━━ Extracted records ━━
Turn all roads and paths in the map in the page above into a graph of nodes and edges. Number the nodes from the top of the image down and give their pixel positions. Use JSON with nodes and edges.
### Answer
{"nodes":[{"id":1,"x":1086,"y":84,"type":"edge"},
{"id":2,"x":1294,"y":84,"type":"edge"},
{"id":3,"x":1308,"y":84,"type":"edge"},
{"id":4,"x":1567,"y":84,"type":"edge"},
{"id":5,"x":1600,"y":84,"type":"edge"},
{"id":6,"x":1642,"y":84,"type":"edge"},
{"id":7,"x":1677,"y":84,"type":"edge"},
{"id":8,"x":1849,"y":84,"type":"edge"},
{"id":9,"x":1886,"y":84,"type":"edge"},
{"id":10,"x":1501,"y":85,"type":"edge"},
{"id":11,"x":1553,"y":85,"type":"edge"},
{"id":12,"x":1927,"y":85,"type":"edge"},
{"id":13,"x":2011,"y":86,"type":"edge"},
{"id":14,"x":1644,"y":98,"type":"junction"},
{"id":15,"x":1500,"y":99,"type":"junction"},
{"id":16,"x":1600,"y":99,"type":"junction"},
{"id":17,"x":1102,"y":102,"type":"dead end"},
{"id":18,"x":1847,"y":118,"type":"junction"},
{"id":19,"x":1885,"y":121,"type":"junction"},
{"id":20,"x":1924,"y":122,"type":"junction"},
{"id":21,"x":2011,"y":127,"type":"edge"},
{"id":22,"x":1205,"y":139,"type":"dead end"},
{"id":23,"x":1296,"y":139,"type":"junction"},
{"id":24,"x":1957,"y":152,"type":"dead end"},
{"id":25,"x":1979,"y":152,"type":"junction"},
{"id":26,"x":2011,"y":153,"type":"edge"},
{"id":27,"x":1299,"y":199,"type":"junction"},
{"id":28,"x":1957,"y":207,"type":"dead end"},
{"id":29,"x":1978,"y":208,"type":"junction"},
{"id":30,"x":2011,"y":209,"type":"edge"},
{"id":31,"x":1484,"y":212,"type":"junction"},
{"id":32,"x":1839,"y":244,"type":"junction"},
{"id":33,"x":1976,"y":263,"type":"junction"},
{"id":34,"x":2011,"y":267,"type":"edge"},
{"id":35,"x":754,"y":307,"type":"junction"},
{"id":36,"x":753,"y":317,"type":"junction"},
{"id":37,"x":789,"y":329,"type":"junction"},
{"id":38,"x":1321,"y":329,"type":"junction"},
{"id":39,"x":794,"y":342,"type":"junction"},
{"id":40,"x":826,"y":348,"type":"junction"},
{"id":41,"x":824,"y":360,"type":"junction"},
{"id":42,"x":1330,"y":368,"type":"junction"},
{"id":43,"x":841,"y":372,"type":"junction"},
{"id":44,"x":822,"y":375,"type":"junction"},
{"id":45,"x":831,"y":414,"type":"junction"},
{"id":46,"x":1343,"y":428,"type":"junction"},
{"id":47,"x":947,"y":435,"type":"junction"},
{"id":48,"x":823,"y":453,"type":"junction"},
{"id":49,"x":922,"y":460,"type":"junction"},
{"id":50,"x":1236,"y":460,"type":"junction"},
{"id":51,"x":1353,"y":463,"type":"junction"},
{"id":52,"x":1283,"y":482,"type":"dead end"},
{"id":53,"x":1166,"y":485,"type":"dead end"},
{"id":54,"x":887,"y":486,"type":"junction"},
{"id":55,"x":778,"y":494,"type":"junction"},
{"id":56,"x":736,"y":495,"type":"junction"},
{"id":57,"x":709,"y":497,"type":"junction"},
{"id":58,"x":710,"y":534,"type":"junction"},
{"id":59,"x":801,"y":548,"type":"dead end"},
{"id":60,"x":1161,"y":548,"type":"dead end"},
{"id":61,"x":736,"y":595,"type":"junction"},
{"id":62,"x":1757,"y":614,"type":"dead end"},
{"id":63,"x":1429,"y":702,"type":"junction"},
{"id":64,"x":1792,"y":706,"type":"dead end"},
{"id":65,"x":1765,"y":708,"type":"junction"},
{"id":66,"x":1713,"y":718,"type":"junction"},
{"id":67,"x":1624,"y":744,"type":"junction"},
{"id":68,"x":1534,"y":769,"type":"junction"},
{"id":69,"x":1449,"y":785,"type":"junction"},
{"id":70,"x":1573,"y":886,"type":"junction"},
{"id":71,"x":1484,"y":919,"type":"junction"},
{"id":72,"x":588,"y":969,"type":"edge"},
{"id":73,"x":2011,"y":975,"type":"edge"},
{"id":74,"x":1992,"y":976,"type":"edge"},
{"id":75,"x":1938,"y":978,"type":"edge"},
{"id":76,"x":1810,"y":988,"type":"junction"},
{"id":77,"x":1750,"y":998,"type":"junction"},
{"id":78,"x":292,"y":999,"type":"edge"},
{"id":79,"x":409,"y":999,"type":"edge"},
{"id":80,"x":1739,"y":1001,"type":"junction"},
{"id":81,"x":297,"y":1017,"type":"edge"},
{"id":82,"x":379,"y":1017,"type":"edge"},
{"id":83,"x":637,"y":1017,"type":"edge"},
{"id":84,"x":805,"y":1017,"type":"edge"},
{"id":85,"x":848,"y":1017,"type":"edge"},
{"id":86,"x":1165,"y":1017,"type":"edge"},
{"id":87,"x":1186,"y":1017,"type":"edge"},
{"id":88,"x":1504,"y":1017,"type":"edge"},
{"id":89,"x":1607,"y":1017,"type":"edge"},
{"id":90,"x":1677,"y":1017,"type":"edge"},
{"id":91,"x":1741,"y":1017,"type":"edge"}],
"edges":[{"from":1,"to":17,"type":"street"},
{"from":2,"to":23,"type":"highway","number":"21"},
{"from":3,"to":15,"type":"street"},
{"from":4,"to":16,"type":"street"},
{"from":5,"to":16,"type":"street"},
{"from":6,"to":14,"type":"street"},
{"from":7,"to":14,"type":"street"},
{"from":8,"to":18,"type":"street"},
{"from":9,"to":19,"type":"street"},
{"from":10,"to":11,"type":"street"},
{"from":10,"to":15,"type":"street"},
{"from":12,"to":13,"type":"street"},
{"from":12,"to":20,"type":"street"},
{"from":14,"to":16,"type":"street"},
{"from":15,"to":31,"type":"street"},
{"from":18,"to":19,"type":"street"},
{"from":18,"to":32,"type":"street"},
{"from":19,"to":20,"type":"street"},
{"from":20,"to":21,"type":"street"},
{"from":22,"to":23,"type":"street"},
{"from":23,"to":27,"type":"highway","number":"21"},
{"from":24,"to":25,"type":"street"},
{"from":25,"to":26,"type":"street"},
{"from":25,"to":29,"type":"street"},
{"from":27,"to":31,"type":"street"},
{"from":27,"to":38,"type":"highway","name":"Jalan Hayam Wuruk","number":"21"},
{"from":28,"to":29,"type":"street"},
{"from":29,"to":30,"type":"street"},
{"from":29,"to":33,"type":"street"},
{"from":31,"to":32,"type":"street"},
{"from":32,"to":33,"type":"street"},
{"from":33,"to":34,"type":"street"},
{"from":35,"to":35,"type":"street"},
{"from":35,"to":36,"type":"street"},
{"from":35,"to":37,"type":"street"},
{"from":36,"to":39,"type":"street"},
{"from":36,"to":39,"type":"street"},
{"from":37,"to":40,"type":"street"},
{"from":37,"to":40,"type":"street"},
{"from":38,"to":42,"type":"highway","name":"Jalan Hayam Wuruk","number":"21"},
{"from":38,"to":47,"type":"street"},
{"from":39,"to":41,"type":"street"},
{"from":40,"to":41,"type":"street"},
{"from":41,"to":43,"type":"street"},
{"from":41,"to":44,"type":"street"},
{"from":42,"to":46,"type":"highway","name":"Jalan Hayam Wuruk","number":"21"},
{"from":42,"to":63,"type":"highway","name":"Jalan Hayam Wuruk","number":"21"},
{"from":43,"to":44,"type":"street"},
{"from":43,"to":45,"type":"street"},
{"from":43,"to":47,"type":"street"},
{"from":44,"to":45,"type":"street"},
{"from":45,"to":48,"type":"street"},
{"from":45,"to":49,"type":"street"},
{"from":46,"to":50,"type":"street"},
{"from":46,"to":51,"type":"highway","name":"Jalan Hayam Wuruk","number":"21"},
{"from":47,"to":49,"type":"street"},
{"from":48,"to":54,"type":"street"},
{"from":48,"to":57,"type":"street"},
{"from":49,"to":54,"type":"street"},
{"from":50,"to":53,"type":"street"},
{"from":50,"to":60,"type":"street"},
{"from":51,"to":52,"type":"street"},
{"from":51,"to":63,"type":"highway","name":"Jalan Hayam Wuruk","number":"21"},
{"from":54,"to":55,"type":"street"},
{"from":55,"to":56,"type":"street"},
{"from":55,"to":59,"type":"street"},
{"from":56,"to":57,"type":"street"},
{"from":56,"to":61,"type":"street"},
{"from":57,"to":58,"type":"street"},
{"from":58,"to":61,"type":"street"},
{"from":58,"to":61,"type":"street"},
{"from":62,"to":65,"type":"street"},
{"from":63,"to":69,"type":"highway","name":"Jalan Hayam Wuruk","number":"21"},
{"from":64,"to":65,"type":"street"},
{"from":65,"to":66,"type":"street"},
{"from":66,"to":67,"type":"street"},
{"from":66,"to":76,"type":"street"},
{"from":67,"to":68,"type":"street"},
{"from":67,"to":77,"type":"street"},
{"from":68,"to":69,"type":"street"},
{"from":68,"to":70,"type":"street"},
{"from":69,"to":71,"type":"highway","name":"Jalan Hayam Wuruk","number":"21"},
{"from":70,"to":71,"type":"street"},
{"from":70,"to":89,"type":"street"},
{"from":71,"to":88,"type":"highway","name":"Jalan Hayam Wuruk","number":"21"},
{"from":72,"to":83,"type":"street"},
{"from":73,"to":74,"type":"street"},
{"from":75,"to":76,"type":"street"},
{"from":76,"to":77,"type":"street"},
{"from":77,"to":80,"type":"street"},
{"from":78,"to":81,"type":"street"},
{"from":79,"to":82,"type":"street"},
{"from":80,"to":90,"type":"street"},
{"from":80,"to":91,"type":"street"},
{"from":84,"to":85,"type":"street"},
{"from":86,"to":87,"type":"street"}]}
━━━
> [Problem requirements] Only lines of the data holding the word "dead" go in the answer. Please copy each of them.

> [Solution for this task]
{"id":17,"x":1102,"y":102,"type":"dead end"},
{"id":22,"x":1205,"y":139,"type":"dead end"},
{"id":24,"x":1957,"y":152,"type":"dead end"},
{"id":28,"x":1957,"y":207,"type":"dead end"},
{"id":52,"x":1283,"y":482,"type":"dead end"},
{"id":53,"x":1166,"y":485,"type":"dead end"},
{"id":59,"x":801,"y":548,"type":"dead end"},
{"id":60,"x":1161,"y":548,"type":"dead end"},
{"id":62,"x":1757,"y":614,"type":"dead end"},
{"id":64,"x":1792,"y":706,"type":"dead end"},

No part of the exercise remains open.